Paul Lachine

La ofensiva de paz que le falta a Israel

TEL AVIV – Incluso antes de que el último alto el fuego se hiciera efectivo, ya estaba claro que el dilema al que se enfrenta Israel en Gaza no se agota en encontrar respuestas militares al desafío de Hamás. La pregunta realmente importante es: ¿será la dirigencia israelí capaz de usar nuevas herramientas, que no sean militares, para hacer frente al incremento de la rabia antiisraelí que atraviesa la región desde el inicio de la Primavera Árabe? Enigma que ahora, tras el éxito resonante logrado por Palestina con la aprobación de su petición de convertirse en estado observador en las Naciones Unidas, se ha vuelto particularmente grave para Israel.

El contexto regional en el que Israel mantuvo su reciente enfrentamiento con Hamás no se parece en nada al que existía durante su incursión anterior en Gaza, la “Operación Plomo Fundido” de 2008. El ascenso de multitud de regímenes islamistas a lo largo y ancho del mundo árabe, con la consiguiente mudanza de las alianzas regionales, ha dejado al estado judío más aislado. Las principales potencias regionales, como Egipto, Turquía y Qatar, ahora apoyan a Hamás, que ha ganado en audacia y se ha planteado como objetivos máximos consolidar su incrementada legitimidad internacional y dejar fuera de juego a la Autoridad Palestina (AP) radicada en Cisjordania.

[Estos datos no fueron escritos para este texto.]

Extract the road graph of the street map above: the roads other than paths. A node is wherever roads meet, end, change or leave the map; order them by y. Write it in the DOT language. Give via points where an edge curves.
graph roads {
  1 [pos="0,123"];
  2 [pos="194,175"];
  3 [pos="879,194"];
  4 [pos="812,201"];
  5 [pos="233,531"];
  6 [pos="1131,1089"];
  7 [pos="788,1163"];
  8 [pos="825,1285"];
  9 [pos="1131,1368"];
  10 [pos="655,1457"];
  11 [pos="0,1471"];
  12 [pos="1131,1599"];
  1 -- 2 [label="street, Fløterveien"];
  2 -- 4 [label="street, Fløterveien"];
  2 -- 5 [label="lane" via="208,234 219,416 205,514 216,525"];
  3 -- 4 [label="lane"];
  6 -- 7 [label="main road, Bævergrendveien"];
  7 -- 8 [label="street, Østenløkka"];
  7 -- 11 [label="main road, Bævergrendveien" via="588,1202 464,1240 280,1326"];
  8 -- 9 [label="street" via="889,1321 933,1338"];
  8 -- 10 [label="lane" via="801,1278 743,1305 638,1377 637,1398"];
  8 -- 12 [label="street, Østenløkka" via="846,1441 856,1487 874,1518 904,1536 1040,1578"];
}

De hecho, Israel se encuentra metido en una trampa estratégica, que se explica no solamente por la Primavera Árabe, sino también por sus propios errores garrafales en el ámbito diplomático (especialmente, la disolución de la alianza con Turquía). El aislamiento de Israel no se resolverá con exhibiciones de poder militar, sino solamente mediante una firme diplomacia de paz. Pero lamentablemente, a los líderes israelíes les falta la cualidad de estadistas que se necesita para hacer frente al reajuste estratégico que tiene lugar en la región.